Not only did I want this new system to work for feedback I receive from fellow writers and trusted beta readers, but also for my own notes. I am a paper person as much as a digital person, which means my brain needs the tactile experience of writing notes as much as typing notes when I work. What I use depends on what I’m doing, what exercises I’m participating in, and where I’m working. Sometimes that looks like brain-dumping in a journal and inadvertently stumbling on an answer to a writing question that’s been buzzing in the back of my brain. Other times it looks like working through a revision online and taking notes directly in a document. What I’ve decided to do moving forward is keep everything in folders, which will work for both things. Any random papers or paper feedback will go into folders in my filing cabinet and all of my digital files will be corralled into a folder on my computer. I pulled apart my files and reorganized them to make sure that everything from each project is all in the same place and the same for my computer. It should make the process of revising easier as I move forward, which is really good, because of some of the choices I made this week regarding upcoming revisions.

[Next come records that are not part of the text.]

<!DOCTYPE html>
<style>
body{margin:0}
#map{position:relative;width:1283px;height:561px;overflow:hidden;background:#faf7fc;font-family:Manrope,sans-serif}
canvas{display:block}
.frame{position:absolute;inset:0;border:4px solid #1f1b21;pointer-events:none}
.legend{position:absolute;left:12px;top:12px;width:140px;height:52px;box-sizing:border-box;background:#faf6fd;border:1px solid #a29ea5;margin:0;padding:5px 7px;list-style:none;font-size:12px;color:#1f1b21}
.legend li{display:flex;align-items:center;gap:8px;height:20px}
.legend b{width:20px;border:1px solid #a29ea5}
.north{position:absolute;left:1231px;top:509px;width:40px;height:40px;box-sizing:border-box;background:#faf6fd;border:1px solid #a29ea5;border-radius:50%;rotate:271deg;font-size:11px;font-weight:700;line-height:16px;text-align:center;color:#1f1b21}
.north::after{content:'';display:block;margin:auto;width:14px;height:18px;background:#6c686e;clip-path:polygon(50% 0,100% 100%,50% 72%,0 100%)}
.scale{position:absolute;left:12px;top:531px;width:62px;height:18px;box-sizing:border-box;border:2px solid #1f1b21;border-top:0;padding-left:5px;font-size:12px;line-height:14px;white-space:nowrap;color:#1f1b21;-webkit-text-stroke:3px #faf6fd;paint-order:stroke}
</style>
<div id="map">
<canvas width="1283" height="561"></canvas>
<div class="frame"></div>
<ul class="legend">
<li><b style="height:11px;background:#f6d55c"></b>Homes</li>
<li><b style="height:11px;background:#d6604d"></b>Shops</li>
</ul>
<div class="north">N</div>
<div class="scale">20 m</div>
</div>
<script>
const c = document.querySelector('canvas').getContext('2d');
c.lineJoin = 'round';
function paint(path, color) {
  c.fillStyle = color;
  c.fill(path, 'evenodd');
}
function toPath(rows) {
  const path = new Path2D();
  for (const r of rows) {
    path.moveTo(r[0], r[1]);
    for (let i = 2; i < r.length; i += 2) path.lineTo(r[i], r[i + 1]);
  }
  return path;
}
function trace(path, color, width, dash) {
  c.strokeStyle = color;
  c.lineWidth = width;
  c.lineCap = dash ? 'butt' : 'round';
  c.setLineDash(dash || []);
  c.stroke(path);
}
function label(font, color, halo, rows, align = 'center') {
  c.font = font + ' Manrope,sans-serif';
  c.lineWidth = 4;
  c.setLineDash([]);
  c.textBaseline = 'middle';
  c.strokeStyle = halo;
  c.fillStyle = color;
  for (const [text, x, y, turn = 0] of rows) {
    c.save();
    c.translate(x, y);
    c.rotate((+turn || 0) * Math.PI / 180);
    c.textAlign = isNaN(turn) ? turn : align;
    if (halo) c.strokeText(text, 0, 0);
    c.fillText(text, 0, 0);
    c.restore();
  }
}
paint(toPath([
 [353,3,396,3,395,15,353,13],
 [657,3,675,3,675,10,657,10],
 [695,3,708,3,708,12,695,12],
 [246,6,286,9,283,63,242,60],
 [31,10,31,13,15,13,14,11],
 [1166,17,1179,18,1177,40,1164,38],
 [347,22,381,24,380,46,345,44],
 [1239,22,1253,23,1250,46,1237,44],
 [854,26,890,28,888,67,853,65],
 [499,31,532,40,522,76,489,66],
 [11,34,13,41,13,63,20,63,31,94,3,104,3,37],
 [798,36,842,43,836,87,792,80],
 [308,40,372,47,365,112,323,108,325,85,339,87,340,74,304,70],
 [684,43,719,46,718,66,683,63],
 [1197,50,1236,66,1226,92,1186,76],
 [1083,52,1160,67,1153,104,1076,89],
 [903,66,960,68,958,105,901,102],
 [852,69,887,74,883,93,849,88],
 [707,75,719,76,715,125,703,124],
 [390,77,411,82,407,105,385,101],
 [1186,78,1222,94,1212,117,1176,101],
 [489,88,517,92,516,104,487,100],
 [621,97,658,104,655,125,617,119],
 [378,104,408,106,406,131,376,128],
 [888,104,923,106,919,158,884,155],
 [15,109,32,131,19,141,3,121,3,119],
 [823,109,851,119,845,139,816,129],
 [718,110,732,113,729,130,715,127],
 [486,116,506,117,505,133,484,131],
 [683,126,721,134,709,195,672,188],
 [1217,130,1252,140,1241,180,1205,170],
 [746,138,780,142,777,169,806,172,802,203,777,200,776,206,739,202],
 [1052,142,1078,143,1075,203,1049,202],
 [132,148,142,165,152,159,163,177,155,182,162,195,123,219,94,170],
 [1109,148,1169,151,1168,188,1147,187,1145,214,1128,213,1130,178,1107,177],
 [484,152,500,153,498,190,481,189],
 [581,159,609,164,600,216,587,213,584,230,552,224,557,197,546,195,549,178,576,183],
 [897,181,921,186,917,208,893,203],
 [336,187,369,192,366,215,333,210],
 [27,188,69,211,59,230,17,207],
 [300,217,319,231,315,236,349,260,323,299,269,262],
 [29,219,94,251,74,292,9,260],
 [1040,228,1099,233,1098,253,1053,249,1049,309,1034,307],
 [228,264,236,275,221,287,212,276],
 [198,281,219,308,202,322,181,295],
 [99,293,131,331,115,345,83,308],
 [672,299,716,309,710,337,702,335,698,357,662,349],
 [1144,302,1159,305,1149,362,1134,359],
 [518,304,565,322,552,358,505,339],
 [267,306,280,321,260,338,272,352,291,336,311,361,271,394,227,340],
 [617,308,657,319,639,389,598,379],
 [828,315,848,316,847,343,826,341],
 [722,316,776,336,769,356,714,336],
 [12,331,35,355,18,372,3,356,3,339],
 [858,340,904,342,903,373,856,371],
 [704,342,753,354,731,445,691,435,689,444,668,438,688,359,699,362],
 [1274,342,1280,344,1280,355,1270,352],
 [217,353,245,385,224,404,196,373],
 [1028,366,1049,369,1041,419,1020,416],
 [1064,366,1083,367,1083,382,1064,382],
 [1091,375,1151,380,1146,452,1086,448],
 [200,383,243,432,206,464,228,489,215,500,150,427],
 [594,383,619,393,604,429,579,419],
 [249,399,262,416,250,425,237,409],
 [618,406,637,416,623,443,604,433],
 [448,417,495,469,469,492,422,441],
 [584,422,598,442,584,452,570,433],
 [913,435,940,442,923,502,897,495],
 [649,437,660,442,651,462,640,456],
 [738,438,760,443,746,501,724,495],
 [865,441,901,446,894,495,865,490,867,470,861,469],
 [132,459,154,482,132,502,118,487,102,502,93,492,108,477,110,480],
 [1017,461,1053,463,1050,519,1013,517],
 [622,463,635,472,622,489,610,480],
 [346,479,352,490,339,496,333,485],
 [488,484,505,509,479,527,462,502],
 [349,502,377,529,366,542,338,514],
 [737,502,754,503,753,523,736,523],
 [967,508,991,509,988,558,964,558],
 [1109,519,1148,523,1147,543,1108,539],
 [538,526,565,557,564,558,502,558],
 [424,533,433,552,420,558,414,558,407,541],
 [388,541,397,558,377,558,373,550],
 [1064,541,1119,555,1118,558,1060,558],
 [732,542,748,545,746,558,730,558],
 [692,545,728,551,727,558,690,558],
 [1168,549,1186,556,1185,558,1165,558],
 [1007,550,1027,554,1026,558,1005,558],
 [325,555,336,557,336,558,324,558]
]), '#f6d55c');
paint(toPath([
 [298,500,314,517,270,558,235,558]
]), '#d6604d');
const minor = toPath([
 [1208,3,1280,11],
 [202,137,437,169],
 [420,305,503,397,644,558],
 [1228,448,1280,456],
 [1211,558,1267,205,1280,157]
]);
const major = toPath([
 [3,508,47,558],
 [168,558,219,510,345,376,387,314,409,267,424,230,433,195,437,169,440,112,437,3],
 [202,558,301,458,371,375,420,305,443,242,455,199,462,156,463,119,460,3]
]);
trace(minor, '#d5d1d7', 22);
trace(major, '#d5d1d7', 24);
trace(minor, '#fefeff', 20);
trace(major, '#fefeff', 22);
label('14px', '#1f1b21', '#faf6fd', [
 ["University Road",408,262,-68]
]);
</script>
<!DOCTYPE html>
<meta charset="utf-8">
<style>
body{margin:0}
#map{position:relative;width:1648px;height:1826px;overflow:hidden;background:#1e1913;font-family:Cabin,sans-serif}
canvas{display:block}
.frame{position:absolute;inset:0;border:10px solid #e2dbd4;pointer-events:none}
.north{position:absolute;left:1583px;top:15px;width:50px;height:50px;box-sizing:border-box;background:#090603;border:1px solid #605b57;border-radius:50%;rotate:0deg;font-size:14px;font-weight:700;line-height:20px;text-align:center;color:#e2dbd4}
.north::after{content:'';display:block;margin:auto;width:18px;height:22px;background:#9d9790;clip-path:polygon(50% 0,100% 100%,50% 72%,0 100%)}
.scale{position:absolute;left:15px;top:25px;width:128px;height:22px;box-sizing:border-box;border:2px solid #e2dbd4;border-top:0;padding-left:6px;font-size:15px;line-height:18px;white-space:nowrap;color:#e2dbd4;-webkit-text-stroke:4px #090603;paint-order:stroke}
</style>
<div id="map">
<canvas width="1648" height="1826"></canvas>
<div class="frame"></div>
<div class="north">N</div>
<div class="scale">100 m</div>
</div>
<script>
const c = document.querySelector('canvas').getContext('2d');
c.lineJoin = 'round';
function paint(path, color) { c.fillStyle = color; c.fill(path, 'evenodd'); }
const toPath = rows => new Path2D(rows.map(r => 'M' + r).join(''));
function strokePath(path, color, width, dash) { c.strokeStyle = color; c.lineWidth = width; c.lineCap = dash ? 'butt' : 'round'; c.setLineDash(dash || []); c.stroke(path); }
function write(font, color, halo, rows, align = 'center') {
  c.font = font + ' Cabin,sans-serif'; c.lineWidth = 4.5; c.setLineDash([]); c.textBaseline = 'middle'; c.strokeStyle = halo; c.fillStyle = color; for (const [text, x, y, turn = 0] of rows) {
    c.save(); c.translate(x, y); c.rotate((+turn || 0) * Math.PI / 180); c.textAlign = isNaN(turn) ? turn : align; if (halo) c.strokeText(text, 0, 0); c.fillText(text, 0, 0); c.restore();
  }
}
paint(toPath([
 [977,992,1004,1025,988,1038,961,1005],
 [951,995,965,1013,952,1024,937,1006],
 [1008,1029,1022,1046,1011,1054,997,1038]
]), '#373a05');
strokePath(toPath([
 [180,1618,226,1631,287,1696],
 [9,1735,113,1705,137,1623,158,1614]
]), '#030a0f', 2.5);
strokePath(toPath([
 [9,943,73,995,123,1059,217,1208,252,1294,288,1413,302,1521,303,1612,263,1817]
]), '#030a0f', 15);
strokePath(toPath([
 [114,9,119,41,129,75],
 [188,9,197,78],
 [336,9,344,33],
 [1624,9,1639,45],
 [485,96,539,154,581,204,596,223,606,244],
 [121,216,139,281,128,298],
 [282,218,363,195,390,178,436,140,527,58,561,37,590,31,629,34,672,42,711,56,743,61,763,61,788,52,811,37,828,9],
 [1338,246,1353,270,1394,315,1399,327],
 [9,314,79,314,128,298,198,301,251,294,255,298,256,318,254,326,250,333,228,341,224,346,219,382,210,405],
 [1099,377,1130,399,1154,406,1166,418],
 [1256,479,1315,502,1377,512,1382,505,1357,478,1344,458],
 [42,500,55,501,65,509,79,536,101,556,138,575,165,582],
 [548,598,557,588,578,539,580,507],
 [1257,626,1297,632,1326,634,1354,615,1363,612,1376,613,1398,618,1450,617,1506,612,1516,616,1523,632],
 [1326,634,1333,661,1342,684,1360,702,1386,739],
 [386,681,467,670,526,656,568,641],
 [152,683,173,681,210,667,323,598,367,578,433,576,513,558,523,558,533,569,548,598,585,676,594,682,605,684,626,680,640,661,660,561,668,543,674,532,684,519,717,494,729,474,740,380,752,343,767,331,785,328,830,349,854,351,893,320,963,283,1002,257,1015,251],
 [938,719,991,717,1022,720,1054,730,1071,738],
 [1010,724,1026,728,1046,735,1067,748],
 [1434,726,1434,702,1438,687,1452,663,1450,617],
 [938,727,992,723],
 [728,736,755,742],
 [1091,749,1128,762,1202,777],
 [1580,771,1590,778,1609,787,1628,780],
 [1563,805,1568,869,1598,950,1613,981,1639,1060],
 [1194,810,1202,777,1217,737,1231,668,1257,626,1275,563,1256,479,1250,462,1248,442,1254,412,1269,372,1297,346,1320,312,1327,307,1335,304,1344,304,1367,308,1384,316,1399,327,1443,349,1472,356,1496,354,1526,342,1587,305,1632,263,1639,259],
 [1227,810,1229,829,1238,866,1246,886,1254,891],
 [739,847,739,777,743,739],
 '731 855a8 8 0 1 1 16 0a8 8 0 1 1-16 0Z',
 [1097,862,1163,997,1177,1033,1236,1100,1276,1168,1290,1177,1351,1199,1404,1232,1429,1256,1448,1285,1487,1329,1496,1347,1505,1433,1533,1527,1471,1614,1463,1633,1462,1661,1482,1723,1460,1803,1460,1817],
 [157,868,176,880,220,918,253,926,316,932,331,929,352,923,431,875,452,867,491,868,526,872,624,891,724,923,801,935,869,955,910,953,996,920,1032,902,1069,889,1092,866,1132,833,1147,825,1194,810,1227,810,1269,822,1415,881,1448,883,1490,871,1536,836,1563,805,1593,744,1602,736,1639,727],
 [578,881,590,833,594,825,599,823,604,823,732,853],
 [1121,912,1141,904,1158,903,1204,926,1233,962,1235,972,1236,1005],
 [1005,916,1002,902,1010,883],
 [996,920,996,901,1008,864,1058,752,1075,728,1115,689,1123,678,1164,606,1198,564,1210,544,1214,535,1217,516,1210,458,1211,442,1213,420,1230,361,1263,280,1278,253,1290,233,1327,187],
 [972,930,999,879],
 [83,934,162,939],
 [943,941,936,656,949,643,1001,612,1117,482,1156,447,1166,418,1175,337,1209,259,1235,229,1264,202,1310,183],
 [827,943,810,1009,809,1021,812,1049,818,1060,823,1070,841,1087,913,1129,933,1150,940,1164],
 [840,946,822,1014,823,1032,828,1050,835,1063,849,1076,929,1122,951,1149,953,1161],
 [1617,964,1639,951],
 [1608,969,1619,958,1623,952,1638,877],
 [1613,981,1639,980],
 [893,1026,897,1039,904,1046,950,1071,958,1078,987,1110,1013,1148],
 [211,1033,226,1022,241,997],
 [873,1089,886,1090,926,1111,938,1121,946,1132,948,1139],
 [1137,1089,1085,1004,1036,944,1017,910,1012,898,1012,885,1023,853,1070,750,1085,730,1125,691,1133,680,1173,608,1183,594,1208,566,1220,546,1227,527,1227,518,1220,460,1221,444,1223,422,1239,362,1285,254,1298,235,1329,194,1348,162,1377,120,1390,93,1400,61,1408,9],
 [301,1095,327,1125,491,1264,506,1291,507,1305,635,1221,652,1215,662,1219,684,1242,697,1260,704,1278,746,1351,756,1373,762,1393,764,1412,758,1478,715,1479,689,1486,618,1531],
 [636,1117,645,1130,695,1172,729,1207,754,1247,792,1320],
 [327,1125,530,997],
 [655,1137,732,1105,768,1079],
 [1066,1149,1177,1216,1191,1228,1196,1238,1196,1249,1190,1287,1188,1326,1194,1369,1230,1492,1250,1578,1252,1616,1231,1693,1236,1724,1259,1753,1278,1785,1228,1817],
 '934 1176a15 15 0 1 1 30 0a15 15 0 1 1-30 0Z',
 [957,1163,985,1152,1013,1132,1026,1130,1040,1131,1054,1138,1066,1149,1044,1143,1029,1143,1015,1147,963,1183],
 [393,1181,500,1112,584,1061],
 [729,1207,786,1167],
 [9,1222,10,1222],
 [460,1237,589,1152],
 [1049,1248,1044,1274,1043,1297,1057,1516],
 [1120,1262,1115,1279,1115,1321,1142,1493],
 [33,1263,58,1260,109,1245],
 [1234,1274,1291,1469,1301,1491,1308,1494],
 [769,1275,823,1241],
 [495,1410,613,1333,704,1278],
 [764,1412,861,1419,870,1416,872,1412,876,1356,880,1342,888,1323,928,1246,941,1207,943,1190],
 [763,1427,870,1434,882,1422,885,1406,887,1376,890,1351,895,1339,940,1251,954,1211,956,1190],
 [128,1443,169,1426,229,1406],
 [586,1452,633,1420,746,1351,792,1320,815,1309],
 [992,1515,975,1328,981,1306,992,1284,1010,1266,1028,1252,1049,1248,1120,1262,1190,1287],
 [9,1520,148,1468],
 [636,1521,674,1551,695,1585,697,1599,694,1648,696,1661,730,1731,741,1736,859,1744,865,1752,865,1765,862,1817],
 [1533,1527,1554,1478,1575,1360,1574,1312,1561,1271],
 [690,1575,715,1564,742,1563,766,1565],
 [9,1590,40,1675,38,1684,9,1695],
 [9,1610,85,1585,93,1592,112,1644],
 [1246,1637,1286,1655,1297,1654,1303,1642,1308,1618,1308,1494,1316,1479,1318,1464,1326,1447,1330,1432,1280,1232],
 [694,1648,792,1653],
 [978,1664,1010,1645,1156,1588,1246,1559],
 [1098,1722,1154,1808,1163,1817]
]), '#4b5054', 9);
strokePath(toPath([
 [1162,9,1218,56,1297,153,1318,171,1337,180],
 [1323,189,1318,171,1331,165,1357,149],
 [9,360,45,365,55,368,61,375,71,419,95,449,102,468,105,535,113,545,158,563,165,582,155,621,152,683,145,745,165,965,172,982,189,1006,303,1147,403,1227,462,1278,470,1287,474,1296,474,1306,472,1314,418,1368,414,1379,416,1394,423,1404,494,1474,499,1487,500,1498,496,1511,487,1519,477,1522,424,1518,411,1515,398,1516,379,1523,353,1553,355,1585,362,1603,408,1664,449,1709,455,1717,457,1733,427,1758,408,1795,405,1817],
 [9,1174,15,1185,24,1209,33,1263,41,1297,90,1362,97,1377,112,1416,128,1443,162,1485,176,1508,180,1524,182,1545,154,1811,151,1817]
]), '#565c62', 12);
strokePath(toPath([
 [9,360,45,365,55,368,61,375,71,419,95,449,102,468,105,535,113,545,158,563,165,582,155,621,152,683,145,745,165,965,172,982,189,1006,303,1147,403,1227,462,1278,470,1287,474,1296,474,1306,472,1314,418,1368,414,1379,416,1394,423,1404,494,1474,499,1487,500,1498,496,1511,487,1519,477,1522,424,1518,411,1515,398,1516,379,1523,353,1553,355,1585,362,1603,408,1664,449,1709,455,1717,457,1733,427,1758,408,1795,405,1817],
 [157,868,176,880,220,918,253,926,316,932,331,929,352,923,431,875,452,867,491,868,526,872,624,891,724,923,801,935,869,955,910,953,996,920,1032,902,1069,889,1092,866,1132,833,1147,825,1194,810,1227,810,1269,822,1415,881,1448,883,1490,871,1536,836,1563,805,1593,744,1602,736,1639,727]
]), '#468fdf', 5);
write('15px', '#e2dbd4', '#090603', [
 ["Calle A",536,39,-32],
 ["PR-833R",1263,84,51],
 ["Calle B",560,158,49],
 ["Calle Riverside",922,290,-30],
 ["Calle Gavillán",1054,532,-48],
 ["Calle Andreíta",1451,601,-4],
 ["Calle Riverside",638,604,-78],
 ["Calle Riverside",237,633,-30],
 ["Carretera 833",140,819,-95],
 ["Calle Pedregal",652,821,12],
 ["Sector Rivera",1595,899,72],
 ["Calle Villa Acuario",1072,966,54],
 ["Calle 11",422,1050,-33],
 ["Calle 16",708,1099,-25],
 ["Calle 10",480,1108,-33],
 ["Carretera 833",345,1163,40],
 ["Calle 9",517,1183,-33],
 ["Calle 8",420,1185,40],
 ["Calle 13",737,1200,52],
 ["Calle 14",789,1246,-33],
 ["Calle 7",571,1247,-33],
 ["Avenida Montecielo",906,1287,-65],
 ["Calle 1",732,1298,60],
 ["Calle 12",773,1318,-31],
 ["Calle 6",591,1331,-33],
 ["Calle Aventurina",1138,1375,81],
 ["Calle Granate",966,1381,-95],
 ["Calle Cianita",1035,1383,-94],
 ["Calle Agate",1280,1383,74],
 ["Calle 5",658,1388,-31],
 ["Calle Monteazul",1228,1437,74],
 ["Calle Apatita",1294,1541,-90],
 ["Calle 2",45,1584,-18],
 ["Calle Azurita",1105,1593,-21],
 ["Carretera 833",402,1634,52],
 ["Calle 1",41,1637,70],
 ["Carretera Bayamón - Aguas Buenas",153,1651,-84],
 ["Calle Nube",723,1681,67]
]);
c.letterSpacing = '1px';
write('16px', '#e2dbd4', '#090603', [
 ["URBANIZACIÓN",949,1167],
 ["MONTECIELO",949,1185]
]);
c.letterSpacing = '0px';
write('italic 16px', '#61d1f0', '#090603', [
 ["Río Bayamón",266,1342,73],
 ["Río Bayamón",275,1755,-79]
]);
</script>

Much as I have been steadily doing work on this revision of MS:TS, it has been a struggle to get my workflow to anything beyond a trickle. My motivation has floundered more times than I can count and I’ve needed to drag myself along this process. It’s not like me and I’ve really struggled with why this has been so hard. I had a great conversation with a writer friend last week and found myself talking suddenly about MS:SB, a manuscript I had finished revising awhile ago, and how much I love it. In our conversation I decided to ask if he’d give me some feedback on it, which he graciously agreed to do. After we ended our conversation and I sent the draft along, I decided to get more feedback on it and reached out to a few other trusted beta readers. Something about just that simple act made me excited when I then thought about working on MS:TS this coming week. It made me wonder if I’ve reached the stage of my work where now that I have manuscripts out that I’m querying for representation while I’m revising, and am not simply working to finish stories, that I need to be less rigid about staying in one story. That my work will ramp up to a steady flow when I am working on my catalogue of stories and looking at the whole of the portfolio I’ve built of myself as a writer. It feels like a truth to write that, like it’s the words I’ve been searching for and haven’t quite been able to say. I think what this means moving forward is that while I am revising a manuscript, I will also be managing feedback on other manuscripts and I won’t box myself in the ‘you’re not going to think about or work on something else until you’re done this project’ mindset that I did before. I’m not at that stage anymore and maybe pulling myself out of it will help me with all the things that capture my motivation and keep me moving forward. Maybe. I’m hopeful to see how this next week goes while I adopt this new mindset.
In case you haven’t been told today, you are more than enough.